2人の若い女性が修業中
京都と群馬県出身、陶芸家目指して入社(4月14日・金)
| 左から加藤さんと牧本さん。 |
大仙市南外の「楢岡焼」の窯元、有限会社「楢岡陶苑」で今月1日から京都府立陶工高等技術専門校を修了した若い女性2人が社員として修業に励んでいる。2人は京都市出身の牧本亜希乃さん(20)と群馬県出身の加藤久美子さん(20)。
楢岡焼は釉薬(ゆうやく)の独特の青みと素朴さが人気で、140年以上もの歴史を持っている。現在の当主は小松哲郎さん(57)で5代目、長男の潮さん(29)が6代目として焼物に励んでいる。
2人は潮さんが学んだ陶工技術専門校の後輩。楢岡陶苑で従業員を募集しているのを知って見学、その魅力に取りつかれて入社を決意した。先月16日から住み込みのアルバイトとして働き、26日の初窯出しも手伝った。そして今月1日から社員として採用され働いている。

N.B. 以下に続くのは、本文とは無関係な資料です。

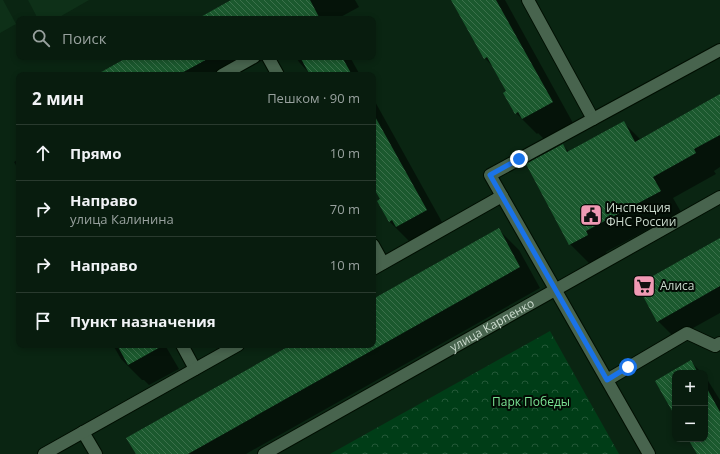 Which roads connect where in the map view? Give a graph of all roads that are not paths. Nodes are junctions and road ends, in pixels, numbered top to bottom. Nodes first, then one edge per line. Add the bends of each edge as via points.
1 (528, 0) edge
2 (720, 50) edge
3 (249, 60) edge
4 (270, 60) edge
5 (227, 72) edge
6 (276, 72) edge
7 (593, 119) junction
8 (502, 196) junction
9 (720, 197) edge
10 (378, 266) edge
11 (556, 290) junction
12 (184, 348) edge
13 (233, 348) edge
14 (718, 348) edge
15 (196, 369) junction
16 (607, 380) junction
17 (83, 432) junction
18 (44, 454) edge
19 (96, 454) edge
20 (264, 454) edge
21 (649, 454) edge

1 - 7 street
2 - 7 street
3 - 5 street
4 - 6 street
7 - 8 street via 490,175
8 - 10 street
8 - 11 street
9 - 11 street, улица Карпенко
11 - 16 street
11 - 20 street, улица Карпенко
12 - 15 street
13 - 15 street
14 - 16 street via 687,333
15 - 17 street
16 - 21 street
17 - 18 street
17 - 19 street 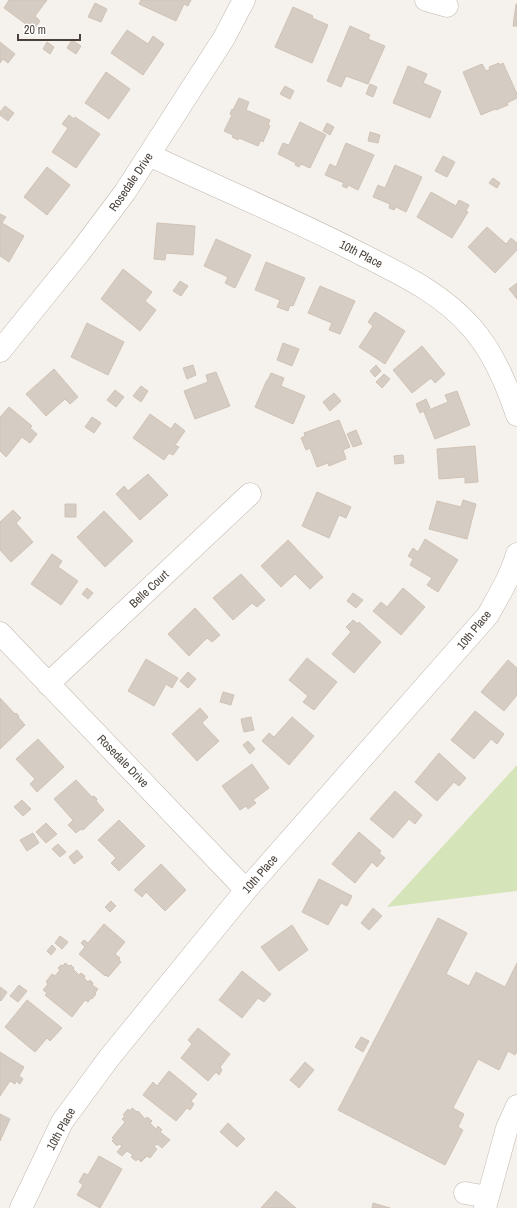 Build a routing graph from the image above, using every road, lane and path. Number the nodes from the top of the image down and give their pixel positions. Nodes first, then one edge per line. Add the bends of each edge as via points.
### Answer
1 (244, 0) edge
2 (426, 0) edge
3 (447, 6) dead end
4 (149, 155) junction
5 (2, 344) edge
6 (517, 415) edge
7 (250, 494) dead end
8 (517, 554) edge
9 (0, 633) edge
10 (48, 684) junction
11 (246, 890) junction
12 (517, 1106) edge
13 (465, 1193) dead end
14 (487, 1203) edge
15 (21, 1208) edge

1 - 4 street, Rosedale Drive via 224,38
2 - 3 street
4 - 5 street, Rosedale Drive via 80,252
4 - 6 street, 10th Place via 335,241 429,291 472,328 504,380
7 - 10 street, Belle Court
8 - 11 street, 10th Place via 504,588 488,615
9 - 10 street, Rosedale Drive
10 - 11 street, Rosedale Drive
11 - 15 street, 10th Place via 83,1092 62,1122
12 - 14 street via 507,1128
13 - 14 street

牧本さんは高校3年の時、「大学に行くべきかどうか、自分の進むべき道は〃なんやろう〃と考えた。OLにはなりたくなかったし、焼物に興味があった。焼物なら自分のやった仕事が形として残る。焼物をやろうと思った」と話す。加藤さんも「高校生になってから知り合いの陶芸家の所へ遊びに行っているうち、『職人になる』という本を見つけ、それを読んでいるうち陶芸家になってみたいと思った」と動機を語る。家族は秋田という遠く離れた地で仕事をすることに「えー。寂しいな」と言ったが、自分で決めた道なら最後は「行ってらっしゃい」と快く賛成したという。
現在は2人とも大曲地域にそれぞれアパートを借りて、車で通勤している。車の免許証は専門校を修了する直前に取得、陶苑への就職が決まってから軽乗用車を買い求めた。2人とも「京都と違って車の通行量も少なく、運転は楽しい。大曲から来る途中、フキノトウも見つけた」と喜ぶ。
そして「授業で学ぶより、現場に入って働いているのが緊張感もあって楽しい」と張り切る。焼物に関しても「普段の生活の中で使ってもらえるようなのを作り、早く会社に貢献できるような職人になりたい」と意欲を見せる。指導している潮さんは「今は基本である湯飲み茶わんを中心に練習を兼ねて作ってもらっているが、それぞれに個性も発揮しており、期待してます」と話す。
2人とも初めて迎えた秋田の春だが、「角館町や男鹿は京都でもテレビで紹介されたことがあり、休日には行ってみたい。それに夏の大曲の花火も」と楽しんでいる。